I am unsure how to proceed here to help debug the problem. Ideas are welcome.

Kind regards,
Damien.

References:

[1] https://esd.eu/en/products/can-pci200
[2] http://article.gmane.org/gmane.linux.can/8923



Patch with debug:


--- linux-4.6.4/drivers/net/can/sja1000/sja1000.c    2016-07-27
13:58:25.343706506 +1000
+++ clean/linux-4.6.4/drivers/net/can/sja1000/sja1000.c    2016-07-12
02:30:07.000000000 +1000
@@ -290,8 +290,6 @@
     u8 cmd_reg_val = 0x00;
     int i;

-    printk(KERN_NOTICE "[sja1000_start_xmit] start\n");
-
     if (can_dropped_invalid_skb(dev, skb))
         return NETDEV_TX_OK;

@@ -300,8 +298,6 @@
     fi = dlc = cf->can_dlc;
     id = cf->can_id;

-    printk(KERN_NOTICE "Start tx, ID = 0x%02X\n", id);
-
     if (id & CAN_RTR_FLAG)
         fi |= SJA1000_FI_RTR;

@@ -335,7 +331,6 @@

     sja1000_write_cmdreg(priv, cmd_reg_val);

-    printk("[sja1000_start_xmit] end\n");
     return NETDEV_TX_OK;
 }

@@ -505,8 +500,6 @@
     uint8_t isrc, status;
     int n = 0;

-    printk(KERN_NOTICE "[sja1000_interrupt] start\n");
-
     if (priv->pre_irq)
         priv->pre_irq(priv);

@@ -537,12 +530,9 @@
                     priv->read_reg(priv, SJA1000_FI) & 0xf;
                 stats->tx_packets++;
                 can_get_echo_skb(dev, 0);
-                printk(KERN_NOTICE "[sja1000_interrupt] tx_packets++\n");
             }
             netif_wake_queue(dev);
             can_led_event(dev, CAN_LED_EVENT_TX);
-
-            printk(KERN_NOTICE "[sja1000_interrupt] tx processing complete\n");
         }
         if (isrc & IRQ_RI) {
             /* receive interrupt */
@@ -568,8 +558,6 @@
     if (n >= SJA1000_MAX_IRQ)
         netdev_dbg(dev, "%d messages handled in ISR", n);

-    printk(KERN_NOTICE "[sja1000_interrupt] end\n");
-
     return (n) ? IRQ_HANDLED : IRQ_NONE;
 }
 EXPORT_SYMBOL_GPL(sja1000_interrupt);

^ permalink raw reply	[flat|nested] 6+ messages in thread

* Re: Dropped Tx frames with SJA1000
  2016-07-27  6:23 Dropped Tx frames with SJA1000 Damien Dusha
@ 2016-07-27  7:17 ` Tom Evans
  2016-07-27 22:47   ` Damien Dusha
  0 siblings, 1 reply; 6+ messages in thread
From: Tom Evans @ 2016-07-27  7:17 UTC (permalink / raw)
  To: Damien Dusha, linux-can

On 27/07/16 16:23, Damien Dusha wrote:
> Dear linux-can,
>
> I am attempting to debug an issue with the SJA1000 driver.

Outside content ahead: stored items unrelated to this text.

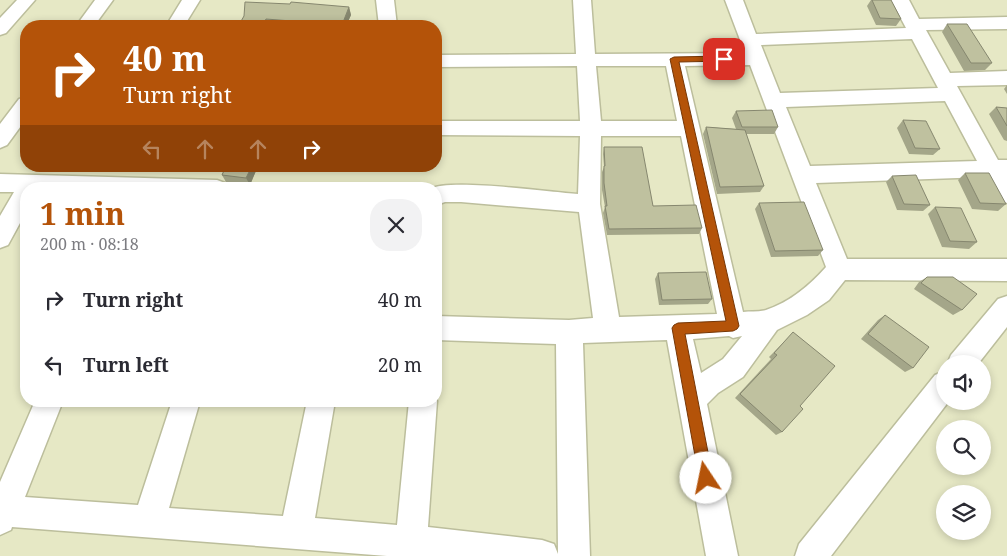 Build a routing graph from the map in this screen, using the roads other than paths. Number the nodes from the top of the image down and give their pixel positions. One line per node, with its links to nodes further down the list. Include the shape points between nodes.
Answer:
1 (26, 0): 12 (street)
2 (104, 0): 8 (street)
3 (191, 0): 9 (street)
4 (385, 0): 10 (street)
5 (582, 0): 17 (street)
6 (734, 0): 14 (street)
7 (900, 0): 13 (street)
8 (89, 20)
9 (179, 20)
10 (387, 20)
11 (1007, 23): 13 (street)
12 (0, 29)
13 (917, 29): 14 (street); 20 (street)
14 (750, 40): 16 (street)
15 (674, 59): 16 (street); 17 (street); 25 (street)
16 (758, 59): 21 (street)
17 (585, 60): 18 (street); 23 (street)
18 (442, 61)
19 (1007, 78): 20 (street)
20 (948, 87): 21 (street); 27 (street)
21 (774, 100): 28 (street)
22 (20, 112): 26 (street)
23 (591, 127): 24 (street); 25 (street); 37 (street)
24 (442, 128)
25 (688, 129): 43 (street)
26 (0, 140)
27 (1000, 168): 28 (street); 35 (street)
28 (802, 175): 39 (street)
29 (82, 176): 30 (street); 31 (street)
30 (55, 182)
31 (144, 182)
32 (0, 183): 33 (street)
33 (20, 187)
34 (442, 193): 37 (street)
35 (1007, 194)
36 (20, 202): 38 (street)
37 (589, 204): 46 (street)
38 (0, 238)
39 (839, 269): 40 (street); 42 (street, via 820,292)
40 (1007, 270)
41 (1007, 307): 48 (street)
42 (768, 322): 43 (street); 50 (street, via 733,368)
43 (733, 326): 45 (street)
44 (442, 328): 47 (street)
45 (678, 328): 46 (street); 50 (street)
46 (608, 329): 47 (street)
47 (569, 332): 60 (street)
48 (968, 355)
49 (936, 396): 62 (street)
50 (691, 400): 61 (street)
51 (47, 407): 55 (street)
52 (184, 407): 56 (street)
53 (320, 407): 57 (street)
54 (422, 407): 58 (street)
55 (2, 515): 56 (street)
56 (149, 522): 57 (street)
57 (296, 533): 58 (street)
58 (411, 549): 59 (street)
59 (542, 556)
60 (574, 556)
61 (722, 556)
62 (811, 556)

The symptom
> is the occasional dropped frame when transmitting a burst of frames.
> Reception is unaffected.

I've sent a detailed response in email. A summary:

"Pattern matching" this problem (not reading all of it, and doing exactly what 
we hate when we see "help desk" people do this) I'll ask:

* What are you setting "/sys/class/net/can0/tx_queue_len" to?

* Are your tools (cangen et al) making a "setsockopt(s, SOL_SOCKET, SO_SNDBUF, 
&buflen)" call with a sensible value? What do they do when they get ENOBUFS?

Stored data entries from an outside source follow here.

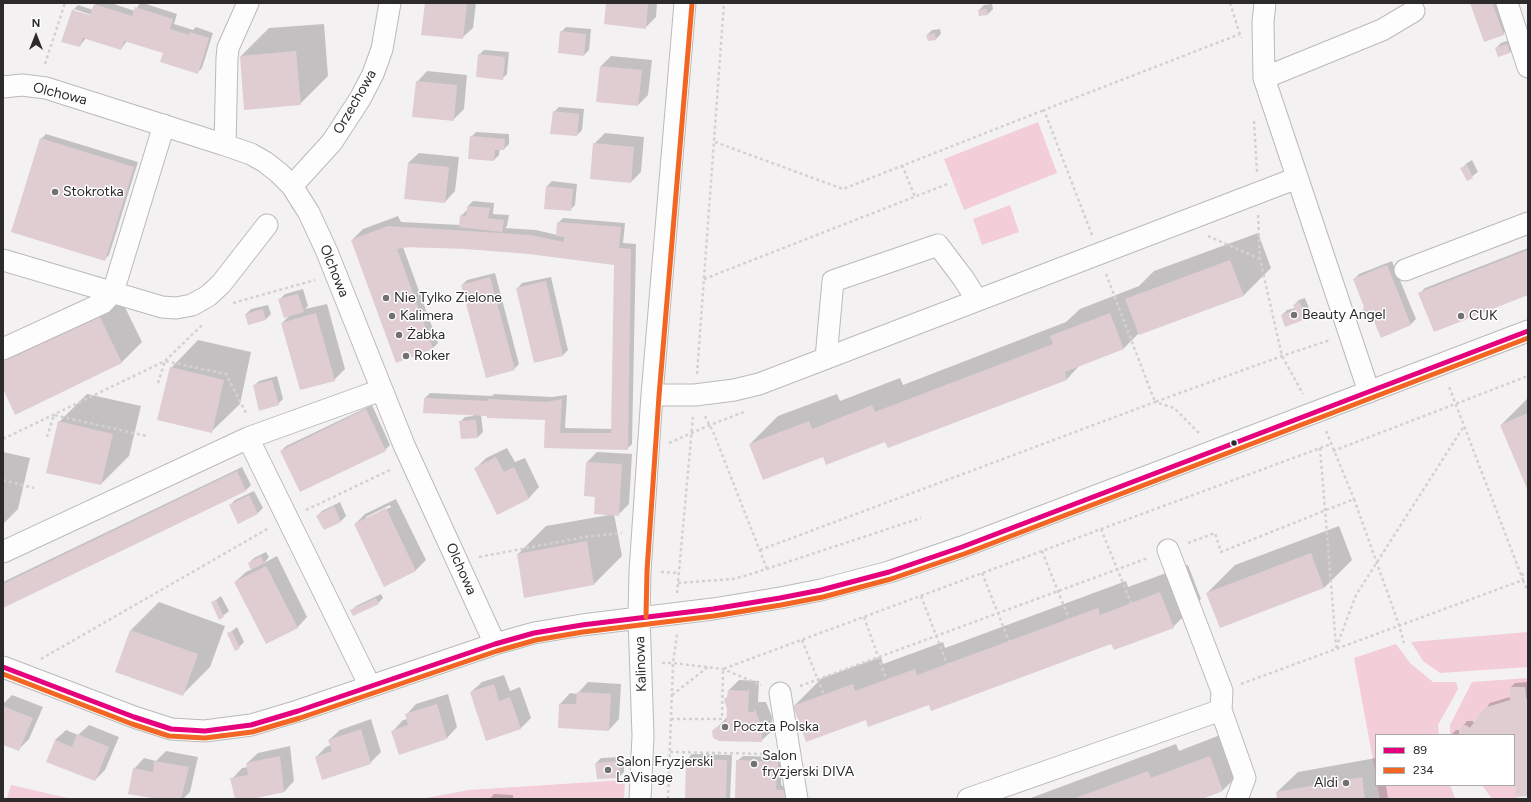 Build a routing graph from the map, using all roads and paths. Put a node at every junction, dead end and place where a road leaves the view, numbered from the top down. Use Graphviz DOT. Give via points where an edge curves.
graph roads {
  1 [pos="65,3"];
  2 [pos="248,3"];
  3 [pos="390,3"];
  4 [pos="685,3"];
  5 [pos="724,3"];
  6 [pos="1265,3"];
  7 [pos="1507,3"];
  8 [pos="1414,11"];
  9 [pos="45,64"];
  10 [pos="1528,67"];
  11 [pos="1264,78"];
  12 [pos="3,87"];
  13 [pos="1044,110"];
  14 [pos="164,125"];
  15 [pos="715,142"];
  16 [pos="225,145"];
  17 [pos="902,166"];
  18 [pos="1297,178"];
  19 [pos="950,184"];
  20 [pos="292,186"];
  21 [pos="915,197"];
  22 [pos="1528,223"];
  23 [pos="267,225"];
  24 [pos="3,260"];
  25 [pos="1405,270"];
  26 [pos="704,279"];
  27 [pos="316,280"];
  28 [pos="113,292"];
  29 [pos="977,300"];
  30 [pos="228,304"];
  31 [pos="205,322"];
  32 [pos="1528,331"];
  33 [pos="3,349"];
  34 [pos="826,358"];
  35 [pos="166,361"];
  36 [pos="1528,376"];
  37 [pos="158,383"];
  38 [pos="1448,383"];
  39 [pos="381,390"];
  40 [pos="1369,392"];
  41 [pos="652,395"];
  42 [pos="695,395"];
  43 [pos="1456,404"];
  44 [pos="54,415"];
  45 [pos="1464,426"];
  46 [pos="249,428"];
  47 [pos="1326,430"];
  48 [pos="1204,435"];
  49 [pos="147,436"];
  50 [pos="47,437"];
  51 [pos="3,439"];
  52 [pos="1331,444"];
  53 [pos="1320,448"];
  54 [pos="1333,451"];
  55 [pos="393,469"];
  56 [pos="3,480"];
  57 [pos="34,488"];
  58 [pos="1354,499"];
  59 [pos="1326,510"];
  60 [pos="921,518"];
  61 [pos="288,519"];
  62 [pos="1101,529"];
  63 [pos="622,533"];
  64 [pos="760,550"];
  65 [pos="1168,550"];
  66 [pos="1042,551"];
  67 [pos="3,552"];
  68 [pos="471,559"];
  69 [pos="1376,563"];
  70 [pos="767,569"];
  71 [pos="1118,569"];
  72 [pos="1528,572"];
  73 [pos="982,573"];
  74 [pos="1521,575"];
  75 [pos="1523,580"];
  76 [pos="678,583"];
  77 [pos="1057,591"];
  78 [pos="1528,592"];
  79 [pos="921,596"];
  80 [pos="676,600"];
  81 [pos="1131,603"];
  82 [pos="998,613"];
  83 [pos="639,617"];
  84 [pos="864,617"];
  85 [pos="1069,619"];
  86 [pos="1399,625"];
  87 [pos="677,633"];
  88 [pos="936,636"];
  89 [pos="802,640"];
  90 [pos="1009,641"];
  91 [pos="1404,643"];
  92 [pos="495,644"];
  93 [pos="1336,648"];
  94 [pos="878,657"];
  95 [pos="35,662"];
  96 [pos="673,662"];
  97 [pos="641,664"];
  98 [pos="947,664"];
  99 [pos="3,667"];
  100 [pos="708,667"];
  101 [pos="723,669"];
  102 [pos="817,679"];
  103 [pos="886,679"];
  104 [pos="369,687"];
  105 [pos="780,693"];
  106 [pos="672,695"];
  107 [pos="824,695"];
  108 [pos="1221,701"];
  109 [pos="671,719"];
  110 [pos="670,752"];
  111 [pos="789,755"];
  112 [pos="640,799"];
  113 [pos="668,799"];
  114 [pos="797,799"];
  115 [pos="968,799"];
  116 [pos="1237,799"];
  1 -- 9 [label="path"];
  2 -- 16 [label="street" via="228,48"];
  3 -- 20 [label="street, Orzechowa" via="382,49 373,74 332,142"];
  4 -- 41 [label="street, Kalinowa"];
  5 -- 15 [label="path"];
  6 -- 11 [label="street"];
  7 -- 10 [label="street"];
  8 -- 11 [label="street" via="1382,30"];
  11 -- 18 [label="street"];
  12 -- 14 [label="street, Olchowa" via="22,85 46,88"];
  13 -- 17 [label="path"];
  14 -- 16 [label="street, Olchowa"];
  14 -- 28 [label="street"];
  15 -- 17 [label="path" via="842,189"];
  15 -- 26 [label="path"];
  16 -- 20 [label="street, Olchowa" via="265,162"];
  17 -- 21 [label="path"];
  18 -- 29 [label="street"];
  18 -- 40 [label="street"];
  19 -- 21 [label="path"];
  20 -- 39 [label="street, Olchowa" via="309,213 327,252"];
  21 -- 26 [label="path"];
  22 -- 25 [label="street"];
  23 -- 28 [label="street" via="221,284 208,296 192,305 162,307"];
  24 -- 28 [label="street"];
  26 -- 42 [label="path"];
  27 -- 30 [label="path"];
  28 -- 33 [label="street" via="102,303"];
  29 -- 34 [label="street"];
  29 -- 34 [label="street" via="938,245 833,281"];
  31 -- 35 [label="path"];
  32 -- 40 [label="street"];
  34 -- 42 [label="street" via="759,384"];
  35 -- 37 [label="path"];
  35 -- 44 [label="path"];
  35 -- 46 [label="path" via="226,374"];
  36 -- 43 [label="path"];
  38 -- 43 [label="path"];
  39 -- 46 [label="street"];
  39 -- 92 [label="street, Olchowa"];
  40 -- 83 [label="street" via="962,547 889,572 780,598"];
  41 -- 42 [label="street"];
  41 -- 83 [label="street, Kalinowa"];
  42 -- 64 [label="path" via="714,434"];
  42 -- 76 [label="path"];
  43 -- 45 [label="path"];
  43 -- 54 [label="path"];
  44 -- 49 [label="path"];
  44 -- 50 [label="path"];
  44 -- 51 [label="path"];
  45 -- 69 [label="path"];
  45 -- 74 [label="path"];
  46 -- 61 [label="street"];
  46 -- 67 [label="street"];
  47 -- 52 [label="path"];
  48 -- 64 [label="path" via="1174,408 1155,402"];
  52 -- 53 [label="path"];
  52 -- 54 [label="path"];
  53 -- 59 [label="path"];
  53 -- 62 [label="path"];
  54 -- 58 [label="path"];
  55 -- 61 [label="path"];
  56 -- 57 [label="path"];
  58 -- 59 [label="path"];
  58 -- 69 [label="path"];
  59 -- 65 [label="path" via="1221,552 1215,533"];
  59 -- 93 [label="path"];
  60 -- 70 [label="path"];
  61 -- 95 [label="path"];
  61 -- 104 [label="street"];
  62 -- 66 [label="path"];
  62 -- 71 [label="path"];
  63 -- 68 [label="path" via="585,537"];
  64 -- 70 [label="path"];
  65 -- 71 [label="path"];
  65 -- 108 [label="street"];
  66 -- 73 [label="path"];
  66 -- 77 [label="path"];
  69 -- 86 [label="path"];
  69 -- 93 [label="path" via="1356,595"];
  70 -- 76 [label="path" via="733,579"];
  71 -- 77 [label="path"];
  71 -- 81 [label="path"];
  72 -- 74 [label="path"];
  73 -- 79 [label="path"];
  73 -- 82 [label="path"];
  74 -- 75 [label="path"];
  75 -- 78 [label="path"];
  75 -- 86 [label="path"];
  76 -- 80 [label="path"];
  77 -- 82 [label="path"];
  77 -- 85 [label="path"];
  79 -- 84 [label="path"];
  79 -- 88 [label="path"];
  82 -- 88 [label="path"];
  82 -- 90 [label="path"];
  83 -- 92 [label="street" via="534,633"];
  83 -- 97 [label="street, Kalinowa"];
  84 -- 89 [label="path"];
  84 -- 94 [label="path"];
  86 -- 91 [label="path"];
  86 -- 93 [label="path"];
  87 -- 96 [label="path"];
  88 -- 94 [label="path"];
  88 -- 98 [label="path"];
  89 -- 101 [label="path"];
  89 -- 102 [label="path"];
  92 -- 104 [label="street"];
  93 -- 108 [label="path"];
  94 -- 102 [label="path"];
  94 -- 103 [label="path"];
  96 -- 97 [label="path"];
  96 -- 100 [label="path"];
  96 -- 106 [label="path"];
  97 -- 112 [label="street, Kalinowa" via="643,736"];
  99 -- 104 [label="street" via="171,729 205,731 251,725 298,712"];
  100 -- 101 [label="path"];
  100 -- 106 [label="path"];
  101 -- 105 [label="path"];
  101 -- 109 [label="path" via="722,719"];
  102 -- 105 [label="path"];
  102 -- 107 [label="path"];
  105 -- 111 [label="street"];
  106 -- 109 [label="path"];
  108 -- 115 [label="street"];
  108 -- 116 [label="street" via="1245,778"];
  109 -- 110 [label="path"];
  110 -- 111 [label="path"];
  110 -- 113 [label="path"];
  111 -- 114 [label="street"];
}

http://socket-can.996257.n3.nabble.com/Solving-ENOBUFS-returned-by-write-td2886.html

http://www.arm.com/files/pdf/cachecoherencywhitepaper_6june2011.pdf

Tom


^ permalink raw reply	[flat|nested] 6+ messages in thread

* Re: Dropped Tx frames with SJA1000
  2016-07-27  7:17 ` Tom Evans
@ 2016-07-27 22:47   ` Damien Dusha
  2016-07-28  6:08     ` Wolfgang Grandegger
  0 siblings, 1 reply; 6+ messages in thread
From: Damien Dusha @ 2016-07-27 22:47 UTC (permalink / raw)
  To: tom_usenet; +Cc: linux-can

Hi Tom,

On Wed, Jul 27, 2016 at 5:17 PM, Tom Evans <tom_usenet@optusnet.com.au> wrote:
> On 27/07/16 16:23, Damien Dusha wrote:
>>
>> Dear linux-can,
>>
>> I am attempting to debug an issue with the SJA1000 driver. The symptom
>> is the occasional dropped frame when transmitting a burst of frames.
>> Reception is unaffected.
>
> * What are you setting "/sys/class/net/can0/tx_queue_len" to?

[damien@localhost can-utils]$ cat /sys/class/net/can0/tx_queue_len
1000

The test sends 640 messages (20 bursts of 32 messages).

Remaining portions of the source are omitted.